Installing SLURM in your machine¶
To install SLURM you need admin access to the machine. Please follow this instructions to start up running the workload manager, in the controller as well in the controlled machines.
sudo apt-get -y install slurm-wlm
sudo nano /etc/slurm-llnl/slurm.conf
sudo chown -R slurm:slurm /var/run/slurm-llnl/
sudo chown -R slurm:slurm /var/lib/slurm-llnl/
sudo chown -R slurm:slurm /var/log/slurm-llnl/
sudo mkdir /var/spool/slurmd
sudo chown -R slurm:slurm /var/spool/slurmd
sudo systemctl start slurmd
Replace $HOST_NAME
with your machine name that is going to act as the
controller.

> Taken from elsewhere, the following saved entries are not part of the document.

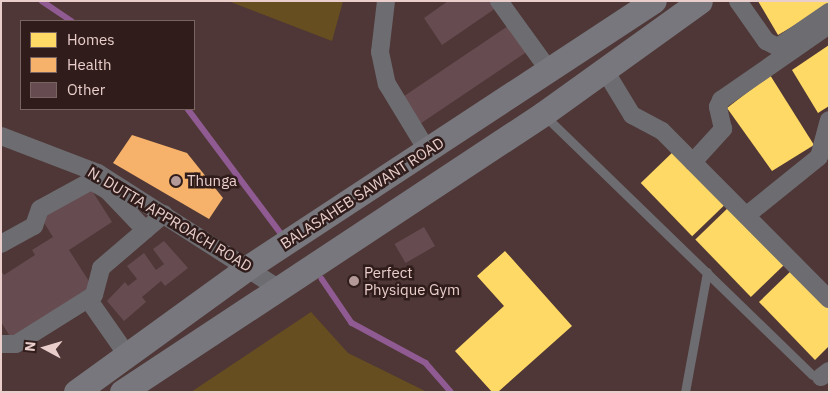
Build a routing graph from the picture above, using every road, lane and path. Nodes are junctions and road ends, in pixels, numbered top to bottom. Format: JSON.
{"nodes":[{"id":1,"x":386,"y":1,"type":"edge"},
{"id":2,"x":499,"y":1,"type":"edge"},
{"id":3,"x":654,"y":1,"type":"edge"},
{"id":4,"x":700,"y":1,"type":"edge"},
{"id":5,"x":738,"y":1,"type":"edge"},
{"id":6,"x":829,"y":12,"type":"edge"},
{"id":7,"x":829,"y":25,"type":"edge"},
{"id":8,"x":548,"y":69,"type":"junction"},
{"id":9,"x":604,"y":69,"type":"junction"},
{"id":10,"x":543,"y":114,"type":"junction"},
{"id":11,"x":829,"y":120,"type":"edge"},
{"id":12,"x":1,"y":136,"type":"edge"},
{"id":13,"x":427,"y":150,"type":"junction"},
{"id":14,"x":693,"y":162,"type":"junction"},
{"id":15,"x":94,"y":177,"type":"junction"},
{"id":16,"x":164,"y":214,"type":"junction"},
{"id":17,"x":747,"y":214,"type":"junction"},
{"id":18,"x":145,"y":230,"type":"junction"},
{"id":19,"x":1,"y":244,"type":"edge"},
{"id":20,"x":250,"y":266,"type":"junction"},
{"id":21,"x":707,"y":272,"type":"junction"},
{"id":22,"x":278,"y":288,"type":"junction"},
{"id":23,"x":88,"y":299,"type":"junction"},
{"id":24,"x":829,"y":299,"type":"edge"},
{"id":25,"x":1,"y":344,"type":"edge"},
{"id":26,"x":127,"y":355,"type":"junction"},
{"id":27,"x":821,"y":374,"type":"edge"},
{"id":28,"x":76,"y":392,"type":"edge"},
{"id":29,"x":122,"y":392,"type":"edge"},
{"id":30,"x":685,"y":392,"type":"edge"}],
"edges":[{"from":1,"to":13,"type":"street"},
{"from":2,"to":8,"type":"street"},
{"from":3,"to":8,"type":"main road","name":"BALASAHEB SAWANT ROAD"},
{"from":4,"to":9,"type":"main road"},
{"from":5,"to":6,"type":"street"},
{"from":7,"to":14,"type":"street"},
{"from":8,"to":13,"type":"main road","name":"BALASAHEB SAWANT ROAD"},
{"from":9,"to":10,"type":"main road"},
{"from":9,"to":14,"type":"street"},
{"from":10,"to":21,"type":"lane"},
{"from":10,"to":22,"type":"main road"},
{"from":11,"to":17,"type":"street"},
{"from":12,"to":15,"type":"street","name":"N. DUTTA APPROACH ROAD"},
{"from":13,"to":20,"type":"main road","name":"BALASAHEB SAWANT ROAD"},
{"from":14,"to":17,"type":"street"},
{"from":15,"to":16,"type":"street","name":"N. DUTTA APPROACH ROAD"},
{"from":15,"to":18,"type":"street"},
{"from":15,"to":19,"type":"street"},
{"from":16,"to":18,"type":"street"},
{"from":16,"to":20,"type":"street","name":"N. DUTTA APPROACH ROAD"},
{"from":17,"to":24,"type":"street"},
{"from":18,"to":23,"type":"street"},
{"from":20,"to":22,"type":"street","name":"N. DUTTA APPROACH ROAD"},
{"from":20,"to":26,"type":"main road","name":"BALASAHEB SAWANT ROAD"},
{"from":21,"to":27,"type":"lane"},
{"from":21,"to":30,"type":"lane"},
{"from":22,"to":29,"type":"main road"},
{"from":23,"to":25,"type":"street"},
{"from":23,"to":26,"type":"street"},
{"from":26,"to":28,"type":"main road","name":"BALASAHEB SAWANT ROAD"}]}
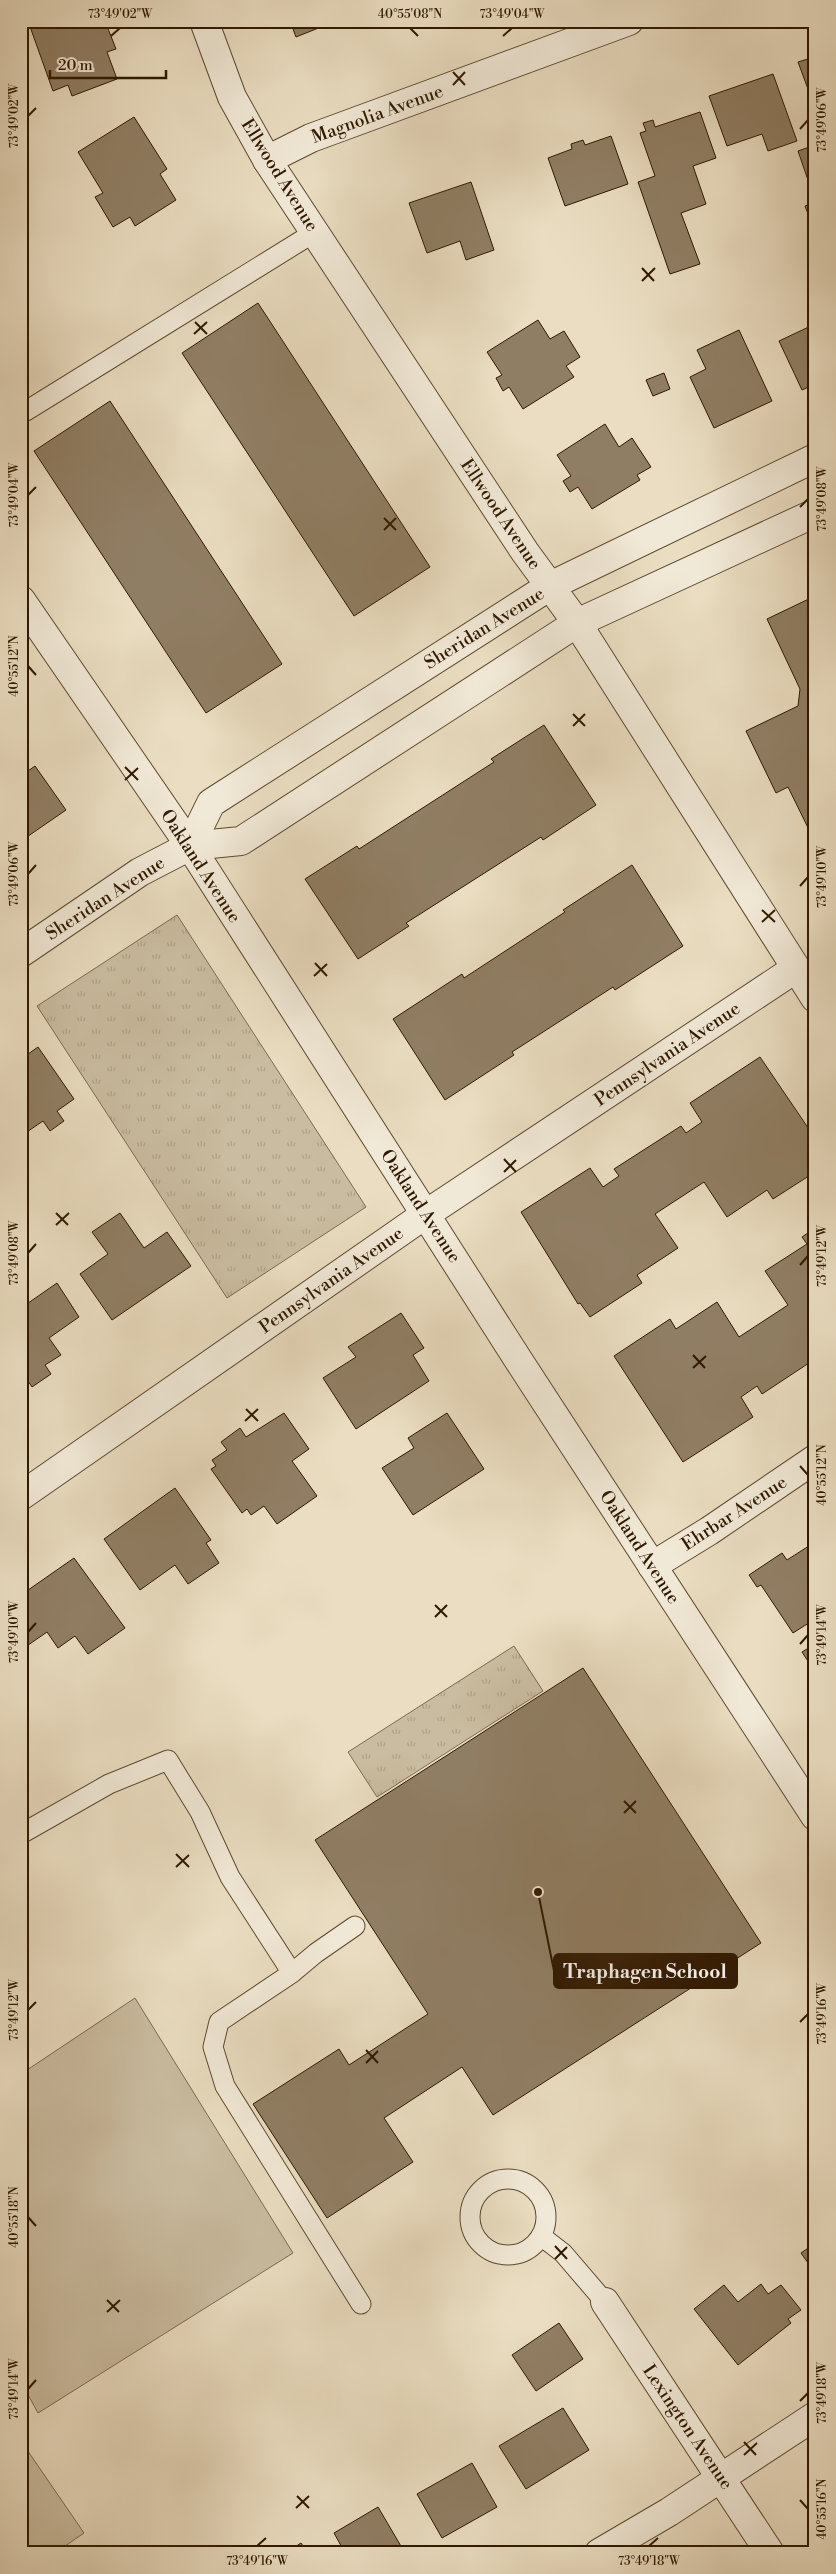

If you have multiple machines, this configuration file must be
identical and in all machines in the queue.
### slurm.conf - Slurm config file.
#ClusterName=$HOST_NAME
ControlMachine=$HOST_NAME
SlurmUser=slurm
AuthType=auth/munge
SlurmctldPidFile=/var/run/slurm-llnl/slurmctld.pid
SlurmdPidFile=/var/run/slurm-llnl/slurmd.pid
SlurmdSpoolDir=/var/lib/slurm-llnl/slurmd
StateSaveLocation=/var/lib/slurm-llnl/slurmctld
SwitchType=switch/none
ProctrackType=proctrack/pgid
TaskPlugin=task/none
MpiDefault=none
MaxJobCount=100000
MaxArraySize=64000
# TIMERS
SlurmdTimeout=300
InactiveLimit=0
MinJobAge=300
KillWait=30
Waittime=0
# SCHEDULING
SchedulerType=sched/backfill
SelectType=select/cons_res
SelectTypeParameters=CR_Core
FastSchedule=1
# LOGGING
SlurmctldDebug=3
SlurmctldLogFile=/var/log/slurm-llnl/slurmctld.log
SlurmdDebug=3
SlurmdLogFile=/var/log/slurm-llnl/slurmd.log
# COMPUTE NODES
# Here you add the machine hardware configurations
NodeName=$HOST_NAME Procs=8 Boards=1 SocketsPerBoard=1 CoresPerSocket=4 ThreadsPerCore=2 State=idle
# Here you add the machine(s) to a Partition
PartitionName=MyCluster Nodes=$HOST_NAME Default=yes MaxTime=INFINITE State=up
Note
Please refer to SLURM for advance configuration like limiting time, CPUs and RAM for users or groups, to balance load in your cluster.